§ PROBLEM DETAILS
Select and reproduce each line of the listing below that bears the string "opacity".

§ INFORMATION SHOWN
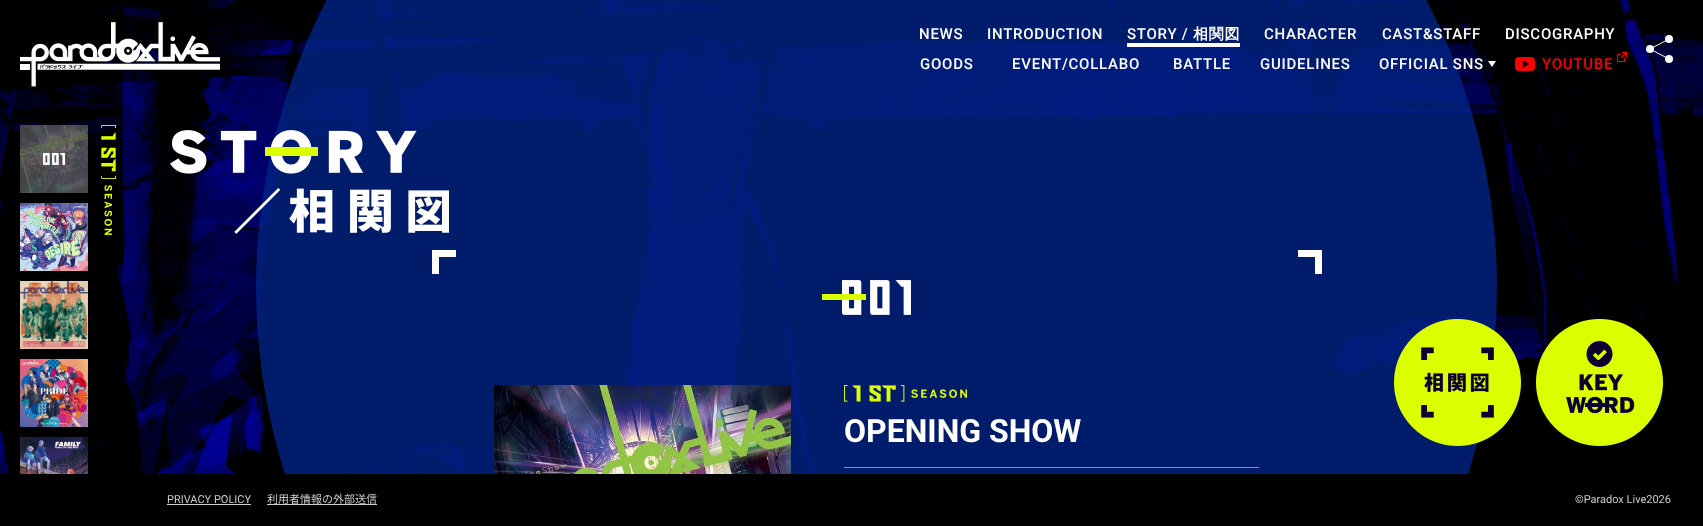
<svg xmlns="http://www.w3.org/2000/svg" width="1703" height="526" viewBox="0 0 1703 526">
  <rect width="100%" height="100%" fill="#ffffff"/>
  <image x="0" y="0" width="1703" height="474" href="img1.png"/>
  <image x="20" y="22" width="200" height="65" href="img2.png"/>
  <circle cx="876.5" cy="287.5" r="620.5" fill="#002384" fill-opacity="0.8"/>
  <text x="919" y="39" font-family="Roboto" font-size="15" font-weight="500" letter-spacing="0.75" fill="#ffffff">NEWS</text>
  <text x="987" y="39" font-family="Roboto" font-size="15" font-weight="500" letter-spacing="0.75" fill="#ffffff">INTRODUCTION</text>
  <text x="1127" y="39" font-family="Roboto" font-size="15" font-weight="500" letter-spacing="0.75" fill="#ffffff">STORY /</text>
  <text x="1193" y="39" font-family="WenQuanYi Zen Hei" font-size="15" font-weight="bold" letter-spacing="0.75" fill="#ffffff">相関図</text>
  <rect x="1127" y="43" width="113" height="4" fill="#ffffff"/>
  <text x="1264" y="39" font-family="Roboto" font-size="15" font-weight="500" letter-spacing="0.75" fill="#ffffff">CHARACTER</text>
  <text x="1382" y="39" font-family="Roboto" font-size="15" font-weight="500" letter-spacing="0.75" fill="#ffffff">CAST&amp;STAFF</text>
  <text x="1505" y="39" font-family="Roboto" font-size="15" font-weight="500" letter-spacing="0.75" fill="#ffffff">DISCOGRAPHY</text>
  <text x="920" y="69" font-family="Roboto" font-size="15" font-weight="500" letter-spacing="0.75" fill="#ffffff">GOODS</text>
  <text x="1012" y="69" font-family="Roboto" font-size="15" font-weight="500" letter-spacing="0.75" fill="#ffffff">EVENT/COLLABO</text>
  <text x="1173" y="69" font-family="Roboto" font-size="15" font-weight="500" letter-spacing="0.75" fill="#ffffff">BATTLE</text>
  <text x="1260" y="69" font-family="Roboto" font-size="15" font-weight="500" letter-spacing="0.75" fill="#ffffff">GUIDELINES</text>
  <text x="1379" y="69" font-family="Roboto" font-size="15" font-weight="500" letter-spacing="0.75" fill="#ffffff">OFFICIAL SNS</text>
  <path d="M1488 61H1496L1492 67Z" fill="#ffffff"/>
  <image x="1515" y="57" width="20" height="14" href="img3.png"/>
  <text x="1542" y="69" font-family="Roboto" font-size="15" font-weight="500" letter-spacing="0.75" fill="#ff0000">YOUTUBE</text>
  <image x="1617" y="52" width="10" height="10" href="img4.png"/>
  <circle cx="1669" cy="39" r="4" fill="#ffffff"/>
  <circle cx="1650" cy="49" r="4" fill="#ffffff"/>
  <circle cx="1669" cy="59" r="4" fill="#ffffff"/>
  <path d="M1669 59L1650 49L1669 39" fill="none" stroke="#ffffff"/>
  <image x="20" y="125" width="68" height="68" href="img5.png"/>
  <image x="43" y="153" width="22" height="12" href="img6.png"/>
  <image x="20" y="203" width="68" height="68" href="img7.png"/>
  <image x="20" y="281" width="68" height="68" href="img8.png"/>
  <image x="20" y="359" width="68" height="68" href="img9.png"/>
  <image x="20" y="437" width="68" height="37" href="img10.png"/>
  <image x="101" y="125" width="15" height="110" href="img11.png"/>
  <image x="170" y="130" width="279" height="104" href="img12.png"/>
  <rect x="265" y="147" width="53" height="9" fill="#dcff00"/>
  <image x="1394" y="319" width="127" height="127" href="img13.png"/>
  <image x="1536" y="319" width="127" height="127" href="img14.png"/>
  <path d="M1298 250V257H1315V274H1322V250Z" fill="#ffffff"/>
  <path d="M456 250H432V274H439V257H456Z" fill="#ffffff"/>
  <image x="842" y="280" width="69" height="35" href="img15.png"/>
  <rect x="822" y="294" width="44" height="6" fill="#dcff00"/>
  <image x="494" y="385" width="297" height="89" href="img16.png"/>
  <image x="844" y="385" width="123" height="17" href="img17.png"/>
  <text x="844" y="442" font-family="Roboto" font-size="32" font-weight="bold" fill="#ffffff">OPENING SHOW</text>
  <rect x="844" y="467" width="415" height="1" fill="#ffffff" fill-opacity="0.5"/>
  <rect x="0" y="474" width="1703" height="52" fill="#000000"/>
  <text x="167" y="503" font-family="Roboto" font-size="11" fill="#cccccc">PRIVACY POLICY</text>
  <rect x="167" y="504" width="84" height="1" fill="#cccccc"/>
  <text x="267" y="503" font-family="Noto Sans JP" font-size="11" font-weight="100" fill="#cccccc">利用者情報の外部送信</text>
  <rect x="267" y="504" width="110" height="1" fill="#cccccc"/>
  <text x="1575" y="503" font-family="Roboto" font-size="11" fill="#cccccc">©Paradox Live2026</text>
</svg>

§ REPLY
  <circle cx="876.5" cy="287.5" r="620.5" fill="#002384" fill-opacity="0.8"/>
  <rect x="844" y="467" width="415" height="1" fill="#ffffff" fill-opacity="0.5"/>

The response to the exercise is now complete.